* WORK INSTRUCTIONS: Among the records that follow, count the lines where "General" appears, and state the count by itself.

------ RECORDS ------

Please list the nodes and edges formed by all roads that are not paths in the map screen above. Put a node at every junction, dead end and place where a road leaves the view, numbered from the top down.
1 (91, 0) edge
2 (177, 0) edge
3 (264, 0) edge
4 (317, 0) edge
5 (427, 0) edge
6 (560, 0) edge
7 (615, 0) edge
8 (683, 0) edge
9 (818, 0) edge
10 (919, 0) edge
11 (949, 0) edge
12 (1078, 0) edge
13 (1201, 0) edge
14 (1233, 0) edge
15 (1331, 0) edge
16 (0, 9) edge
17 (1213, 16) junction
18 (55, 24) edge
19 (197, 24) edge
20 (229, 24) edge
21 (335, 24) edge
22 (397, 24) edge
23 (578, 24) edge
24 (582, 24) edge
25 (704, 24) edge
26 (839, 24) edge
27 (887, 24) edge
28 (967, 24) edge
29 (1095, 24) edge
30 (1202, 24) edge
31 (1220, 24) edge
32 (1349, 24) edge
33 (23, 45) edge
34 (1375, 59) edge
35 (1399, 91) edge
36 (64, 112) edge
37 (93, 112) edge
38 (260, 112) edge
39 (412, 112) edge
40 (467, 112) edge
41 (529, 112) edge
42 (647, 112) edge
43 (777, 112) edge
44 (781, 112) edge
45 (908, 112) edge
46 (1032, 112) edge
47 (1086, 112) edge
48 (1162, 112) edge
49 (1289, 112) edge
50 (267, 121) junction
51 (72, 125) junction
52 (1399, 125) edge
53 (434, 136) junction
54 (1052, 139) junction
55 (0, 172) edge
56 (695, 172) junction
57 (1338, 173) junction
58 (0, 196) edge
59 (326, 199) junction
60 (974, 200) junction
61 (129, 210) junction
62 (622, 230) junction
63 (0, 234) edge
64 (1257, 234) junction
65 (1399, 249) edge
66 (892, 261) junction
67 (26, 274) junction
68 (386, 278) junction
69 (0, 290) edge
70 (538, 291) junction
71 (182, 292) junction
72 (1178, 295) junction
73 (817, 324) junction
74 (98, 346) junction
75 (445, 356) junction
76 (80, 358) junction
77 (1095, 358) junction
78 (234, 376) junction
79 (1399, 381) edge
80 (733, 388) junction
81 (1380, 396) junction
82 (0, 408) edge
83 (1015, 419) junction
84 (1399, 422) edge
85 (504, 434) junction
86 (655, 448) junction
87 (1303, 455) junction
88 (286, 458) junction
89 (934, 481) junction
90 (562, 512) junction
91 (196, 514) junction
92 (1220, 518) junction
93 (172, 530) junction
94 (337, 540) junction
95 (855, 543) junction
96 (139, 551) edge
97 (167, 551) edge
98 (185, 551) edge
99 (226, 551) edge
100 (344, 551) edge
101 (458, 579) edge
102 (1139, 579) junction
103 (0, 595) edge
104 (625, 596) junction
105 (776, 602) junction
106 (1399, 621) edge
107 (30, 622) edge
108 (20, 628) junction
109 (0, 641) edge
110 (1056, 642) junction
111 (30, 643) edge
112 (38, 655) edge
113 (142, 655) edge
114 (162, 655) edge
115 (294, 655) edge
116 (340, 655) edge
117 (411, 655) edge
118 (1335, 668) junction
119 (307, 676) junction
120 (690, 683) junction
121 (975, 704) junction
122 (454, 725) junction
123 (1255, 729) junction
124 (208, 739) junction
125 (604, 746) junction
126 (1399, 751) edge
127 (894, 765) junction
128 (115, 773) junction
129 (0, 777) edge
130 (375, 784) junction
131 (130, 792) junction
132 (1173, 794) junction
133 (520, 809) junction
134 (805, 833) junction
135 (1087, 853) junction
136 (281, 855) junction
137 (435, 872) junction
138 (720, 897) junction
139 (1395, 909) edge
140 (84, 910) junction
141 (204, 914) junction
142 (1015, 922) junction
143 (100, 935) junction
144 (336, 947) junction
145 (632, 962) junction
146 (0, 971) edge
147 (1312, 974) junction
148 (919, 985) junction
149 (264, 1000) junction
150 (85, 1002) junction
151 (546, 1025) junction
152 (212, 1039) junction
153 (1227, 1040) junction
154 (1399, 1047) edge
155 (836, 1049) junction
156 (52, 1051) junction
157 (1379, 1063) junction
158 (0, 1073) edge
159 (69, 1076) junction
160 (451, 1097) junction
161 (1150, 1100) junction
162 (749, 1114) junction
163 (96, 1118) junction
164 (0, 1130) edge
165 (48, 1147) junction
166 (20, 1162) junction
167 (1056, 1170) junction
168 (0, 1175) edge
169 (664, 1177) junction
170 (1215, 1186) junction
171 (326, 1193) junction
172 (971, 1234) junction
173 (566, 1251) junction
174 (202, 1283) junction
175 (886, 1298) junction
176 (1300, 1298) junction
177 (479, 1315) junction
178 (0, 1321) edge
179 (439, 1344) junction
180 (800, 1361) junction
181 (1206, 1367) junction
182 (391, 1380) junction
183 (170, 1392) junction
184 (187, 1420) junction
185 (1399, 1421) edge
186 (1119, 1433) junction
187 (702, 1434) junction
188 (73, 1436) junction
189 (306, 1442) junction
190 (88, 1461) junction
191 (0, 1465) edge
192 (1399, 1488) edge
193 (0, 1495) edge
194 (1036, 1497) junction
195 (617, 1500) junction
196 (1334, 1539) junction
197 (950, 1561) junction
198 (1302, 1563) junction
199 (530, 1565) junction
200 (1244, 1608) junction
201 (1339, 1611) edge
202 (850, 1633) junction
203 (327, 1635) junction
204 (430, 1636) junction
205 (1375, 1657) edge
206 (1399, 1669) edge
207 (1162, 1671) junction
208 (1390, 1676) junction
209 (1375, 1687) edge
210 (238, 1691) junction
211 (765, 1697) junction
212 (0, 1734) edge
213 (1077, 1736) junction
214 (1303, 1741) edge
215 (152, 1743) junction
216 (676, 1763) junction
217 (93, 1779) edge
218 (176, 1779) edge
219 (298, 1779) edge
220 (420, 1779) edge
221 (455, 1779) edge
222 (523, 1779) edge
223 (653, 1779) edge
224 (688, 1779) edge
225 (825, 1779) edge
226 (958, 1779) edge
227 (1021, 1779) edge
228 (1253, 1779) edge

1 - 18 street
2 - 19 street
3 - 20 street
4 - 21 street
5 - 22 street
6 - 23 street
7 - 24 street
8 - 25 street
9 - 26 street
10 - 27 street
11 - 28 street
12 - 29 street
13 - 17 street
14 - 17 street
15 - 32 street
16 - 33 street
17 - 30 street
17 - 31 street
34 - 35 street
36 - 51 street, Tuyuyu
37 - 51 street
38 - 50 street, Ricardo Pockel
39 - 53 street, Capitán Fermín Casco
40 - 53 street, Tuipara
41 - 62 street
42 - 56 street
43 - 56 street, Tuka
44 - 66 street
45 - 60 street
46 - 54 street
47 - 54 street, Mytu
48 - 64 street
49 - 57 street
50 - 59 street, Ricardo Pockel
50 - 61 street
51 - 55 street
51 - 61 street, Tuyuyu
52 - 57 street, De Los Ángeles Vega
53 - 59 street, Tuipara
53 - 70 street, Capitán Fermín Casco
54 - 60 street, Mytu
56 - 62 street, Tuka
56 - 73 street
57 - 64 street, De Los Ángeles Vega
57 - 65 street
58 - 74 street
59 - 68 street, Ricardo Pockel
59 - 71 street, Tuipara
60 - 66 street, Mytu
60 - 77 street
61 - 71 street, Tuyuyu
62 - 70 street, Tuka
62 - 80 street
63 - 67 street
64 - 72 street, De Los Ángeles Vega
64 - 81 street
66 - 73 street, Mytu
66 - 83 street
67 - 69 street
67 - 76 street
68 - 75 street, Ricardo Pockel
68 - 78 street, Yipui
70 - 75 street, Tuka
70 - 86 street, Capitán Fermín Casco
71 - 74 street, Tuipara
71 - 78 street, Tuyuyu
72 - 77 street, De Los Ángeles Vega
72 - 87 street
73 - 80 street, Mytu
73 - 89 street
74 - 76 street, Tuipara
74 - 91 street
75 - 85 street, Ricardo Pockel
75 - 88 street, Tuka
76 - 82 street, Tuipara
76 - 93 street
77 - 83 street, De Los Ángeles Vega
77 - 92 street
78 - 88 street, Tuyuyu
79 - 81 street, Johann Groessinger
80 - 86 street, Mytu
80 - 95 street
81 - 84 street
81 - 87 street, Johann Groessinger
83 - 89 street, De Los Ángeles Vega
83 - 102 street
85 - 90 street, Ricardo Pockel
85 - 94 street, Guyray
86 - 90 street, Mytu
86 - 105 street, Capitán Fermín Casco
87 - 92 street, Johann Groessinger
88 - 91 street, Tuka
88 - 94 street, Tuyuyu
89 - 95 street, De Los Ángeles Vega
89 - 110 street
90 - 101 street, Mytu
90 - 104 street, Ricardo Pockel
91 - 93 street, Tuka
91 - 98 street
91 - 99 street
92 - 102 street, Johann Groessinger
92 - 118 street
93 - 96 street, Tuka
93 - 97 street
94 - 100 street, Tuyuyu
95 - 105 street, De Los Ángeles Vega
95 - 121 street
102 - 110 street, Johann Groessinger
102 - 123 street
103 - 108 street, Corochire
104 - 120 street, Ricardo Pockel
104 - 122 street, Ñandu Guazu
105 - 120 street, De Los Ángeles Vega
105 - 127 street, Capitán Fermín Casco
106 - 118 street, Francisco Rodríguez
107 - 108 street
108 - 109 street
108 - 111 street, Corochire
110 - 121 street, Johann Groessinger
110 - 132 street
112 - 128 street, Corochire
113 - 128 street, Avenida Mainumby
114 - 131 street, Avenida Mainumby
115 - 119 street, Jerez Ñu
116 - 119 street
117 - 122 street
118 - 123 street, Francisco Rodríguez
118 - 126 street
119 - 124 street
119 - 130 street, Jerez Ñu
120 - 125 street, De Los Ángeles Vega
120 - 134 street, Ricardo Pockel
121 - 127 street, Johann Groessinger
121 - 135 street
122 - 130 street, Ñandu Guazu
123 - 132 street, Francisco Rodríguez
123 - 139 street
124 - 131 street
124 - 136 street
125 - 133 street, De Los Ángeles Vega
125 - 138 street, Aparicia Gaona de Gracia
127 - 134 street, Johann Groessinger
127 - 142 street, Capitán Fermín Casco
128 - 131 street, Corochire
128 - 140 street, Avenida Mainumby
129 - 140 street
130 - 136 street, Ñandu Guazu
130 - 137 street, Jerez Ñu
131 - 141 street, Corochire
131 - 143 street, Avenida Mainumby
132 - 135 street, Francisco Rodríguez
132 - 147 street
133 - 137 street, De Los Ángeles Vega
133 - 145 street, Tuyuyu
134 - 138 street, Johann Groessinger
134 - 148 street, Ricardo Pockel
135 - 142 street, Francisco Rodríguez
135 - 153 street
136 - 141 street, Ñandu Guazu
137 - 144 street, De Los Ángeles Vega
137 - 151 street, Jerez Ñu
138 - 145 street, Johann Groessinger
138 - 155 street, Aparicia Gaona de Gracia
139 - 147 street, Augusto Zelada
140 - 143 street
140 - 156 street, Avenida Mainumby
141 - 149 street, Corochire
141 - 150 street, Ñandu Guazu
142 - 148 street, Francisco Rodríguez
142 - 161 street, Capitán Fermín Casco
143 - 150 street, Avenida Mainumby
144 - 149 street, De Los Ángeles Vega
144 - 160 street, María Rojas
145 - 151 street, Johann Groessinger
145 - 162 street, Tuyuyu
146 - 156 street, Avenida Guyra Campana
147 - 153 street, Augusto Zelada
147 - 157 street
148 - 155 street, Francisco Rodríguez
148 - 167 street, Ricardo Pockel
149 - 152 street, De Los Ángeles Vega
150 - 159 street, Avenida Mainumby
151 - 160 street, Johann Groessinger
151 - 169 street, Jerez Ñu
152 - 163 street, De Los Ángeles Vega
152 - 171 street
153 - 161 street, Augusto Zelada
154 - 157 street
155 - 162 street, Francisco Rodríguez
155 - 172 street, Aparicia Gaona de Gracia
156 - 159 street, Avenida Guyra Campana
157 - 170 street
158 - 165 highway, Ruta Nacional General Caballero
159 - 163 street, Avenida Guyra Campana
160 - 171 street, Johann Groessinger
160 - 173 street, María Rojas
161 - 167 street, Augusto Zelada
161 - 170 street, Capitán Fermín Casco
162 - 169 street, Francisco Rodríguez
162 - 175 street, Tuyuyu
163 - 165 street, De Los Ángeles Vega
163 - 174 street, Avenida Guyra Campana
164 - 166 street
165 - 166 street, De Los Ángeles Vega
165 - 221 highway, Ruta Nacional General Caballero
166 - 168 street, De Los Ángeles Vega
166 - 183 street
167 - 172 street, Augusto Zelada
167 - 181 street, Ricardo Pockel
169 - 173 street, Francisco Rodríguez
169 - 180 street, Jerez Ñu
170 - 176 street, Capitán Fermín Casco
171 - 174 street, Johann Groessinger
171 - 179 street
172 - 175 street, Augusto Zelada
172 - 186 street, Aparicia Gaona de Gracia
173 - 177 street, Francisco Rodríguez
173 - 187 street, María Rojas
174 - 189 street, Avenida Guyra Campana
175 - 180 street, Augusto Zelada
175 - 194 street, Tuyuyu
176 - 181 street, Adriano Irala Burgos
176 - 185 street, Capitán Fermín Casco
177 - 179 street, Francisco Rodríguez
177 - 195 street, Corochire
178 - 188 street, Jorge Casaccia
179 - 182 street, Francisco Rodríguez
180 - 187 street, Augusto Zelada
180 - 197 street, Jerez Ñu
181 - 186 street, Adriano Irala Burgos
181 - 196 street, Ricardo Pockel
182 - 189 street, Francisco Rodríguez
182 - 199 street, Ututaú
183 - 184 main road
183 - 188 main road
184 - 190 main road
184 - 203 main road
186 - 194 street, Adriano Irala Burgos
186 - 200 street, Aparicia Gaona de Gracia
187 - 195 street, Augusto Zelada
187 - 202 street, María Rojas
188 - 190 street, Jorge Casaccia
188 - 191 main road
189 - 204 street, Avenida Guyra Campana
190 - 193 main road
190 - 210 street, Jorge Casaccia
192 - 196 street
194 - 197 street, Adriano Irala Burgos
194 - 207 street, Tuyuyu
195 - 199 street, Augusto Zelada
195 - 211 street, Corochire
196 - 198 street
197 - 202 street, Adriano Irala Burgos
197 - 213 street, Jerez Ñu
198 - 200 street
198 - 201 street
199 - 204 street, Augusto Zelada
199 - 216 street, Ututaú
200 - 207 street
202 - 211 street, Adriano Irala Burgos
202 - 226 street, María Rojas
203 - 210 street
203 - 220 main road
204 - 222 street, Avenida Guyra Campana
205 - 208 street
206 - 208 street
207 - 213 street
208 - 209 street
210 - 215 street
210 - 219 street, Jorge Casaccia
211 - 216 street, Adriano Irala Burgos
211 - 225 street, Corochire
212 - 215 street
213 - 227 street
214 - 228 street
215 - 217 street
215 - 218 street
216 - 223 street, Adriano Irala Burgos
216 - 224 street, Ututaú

------

* TASK SOLUTION: 2